6/16/2015

Review of The Silencing (Part 2): A Strange Lack of Actual Silencing

(The Rude Pundit is reviewing The Silencing, which is not the title of a serial killer movie but is columnist/commentator Kirsten Powers' new book, subtitled, "How the Left Is Killing Free Speech.")

As mentioned yesterday, the biggest problem of The Silencing is the incredible lack of anyone actually being silenced. Challenged, annoyed, harassed, insulted, debated, yeah, sure. But someone being denied the ability to speak or someone losing a job? Not so much.

In fact, here's a list of a bunch of examples in the book where the end result is not silence:

Page 29: Alec Baldwin tweets racist things about conservative pundit Michelle Malkin. Others tweet racism, too. Malkin did not lose her column.

(Side note: Powers relies a great deal on things people tweet. If you rely on Twitter for examples of ugliness, you may as well just say, "Yeah, most of Twitter" and be done with it. Just because Twitchy and Huffington Post think tweets are important doesn't mean they are.)

Page 31: Ed Schultz, Bill Maher, and Keith Olbermann said sexist things about S.E. Cupp and Sarah Palin. And we never heard from them again.

Page 34: Chris Matthews and others say that people who oppose Obama are racist. Then Matthews had them all killed, as is his way.

Page 36: Paul Krugman and others say that Rep. Paul Ryan was racist in what he said about "inner city" men and women.

Page 39: Some feminists think women who are against abortion rights are not feminists. Some feminists believe there is a GOP War on Women.

Page 46: Some blogs thought that National Journal editor Ron Fournier, late of AP, was unfair in his criticism of Barack Obama in 2008.

Page 59: Some religious organizations wanted to opt out of requirements that they not discriminate against LGBT people if the organization wants government contracts. Liberal blogs thought that was discrimination.

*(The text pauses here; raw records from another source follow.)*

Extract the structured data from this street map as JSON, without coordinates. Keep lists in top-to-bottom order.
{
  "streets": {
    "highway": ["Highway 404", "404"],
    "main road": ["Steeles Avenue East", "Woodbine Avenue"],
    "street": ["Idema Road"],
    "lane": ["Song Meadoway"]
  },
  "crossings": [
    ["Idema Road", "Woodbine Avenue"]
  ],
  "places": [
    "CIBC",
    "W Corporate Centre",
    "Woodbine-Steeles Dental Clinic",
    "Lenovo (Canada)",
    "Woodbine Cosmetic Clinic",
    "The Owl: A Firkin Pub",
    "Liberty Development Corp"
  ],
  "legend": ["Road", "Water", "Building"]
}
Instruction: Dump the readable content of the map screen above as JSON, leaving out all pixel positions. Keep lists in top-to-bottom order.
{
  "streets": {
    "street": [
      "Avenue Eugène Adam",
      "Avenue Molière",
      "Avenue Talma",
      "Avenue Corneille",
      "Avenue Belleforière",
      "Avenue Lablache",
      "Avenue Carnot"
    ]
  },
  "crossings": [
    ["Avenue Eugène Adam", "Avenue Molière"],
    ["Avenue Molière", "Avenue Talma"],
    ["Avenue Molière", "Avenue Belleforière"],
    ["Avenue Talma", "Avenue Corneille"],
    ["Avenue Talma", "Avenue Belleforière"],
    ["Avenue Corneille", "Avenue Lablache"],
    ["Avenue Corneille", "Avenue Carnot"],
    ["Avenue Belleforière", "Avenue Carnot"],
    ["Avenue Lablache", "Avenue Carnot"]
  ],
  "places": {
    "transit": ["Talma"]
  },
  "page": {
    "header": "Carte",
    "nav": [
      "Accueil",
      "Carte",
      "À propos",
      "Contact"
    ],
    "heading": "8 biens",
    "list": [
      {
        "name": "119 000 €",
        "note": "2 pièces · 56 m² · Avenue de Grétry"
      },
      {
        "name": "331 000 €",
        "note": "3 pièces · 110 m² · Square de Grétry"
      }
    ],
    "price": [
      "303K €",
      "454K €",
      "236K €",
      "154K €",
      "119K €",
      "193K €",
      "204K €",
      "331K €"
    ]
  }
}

Page 107: The entire chapter is about how President Obama and his administration seek to discredit Fox "news," which, as we know, was totally taken off the air. (Really, was Powers under some kind of contractual obligation to defend Fox? Because there is a "doth protest too much" feel to this whole part.)

Page 123: Media Matters says mean things about Fox. (Indeed, Powers seems to believe that David Brock is the King of Liberal Media, which, as far as the Rude Pundit has heard in his secret underground cabal meetings with every other lefty blogger, is not the case.)

Page 142: Only Fox covered the story of killer abortion doctor Kermit Gosnell, which would be totally true if it wasn't completely false.

Page 154: Some women writers accused Mitt Romney of "mansplaining" things. Obviously, that's why Romney lost the 2012 election.

You get the idea. Time and again, Powers' examples are ludicrous, like the worst whining of right-wing blogs and Newsbusters. She invokes Joseph McCarthy several times, but when she does, it's just shorthand for "people said shit that was unfair," not "someone lost everything because of their beliefs."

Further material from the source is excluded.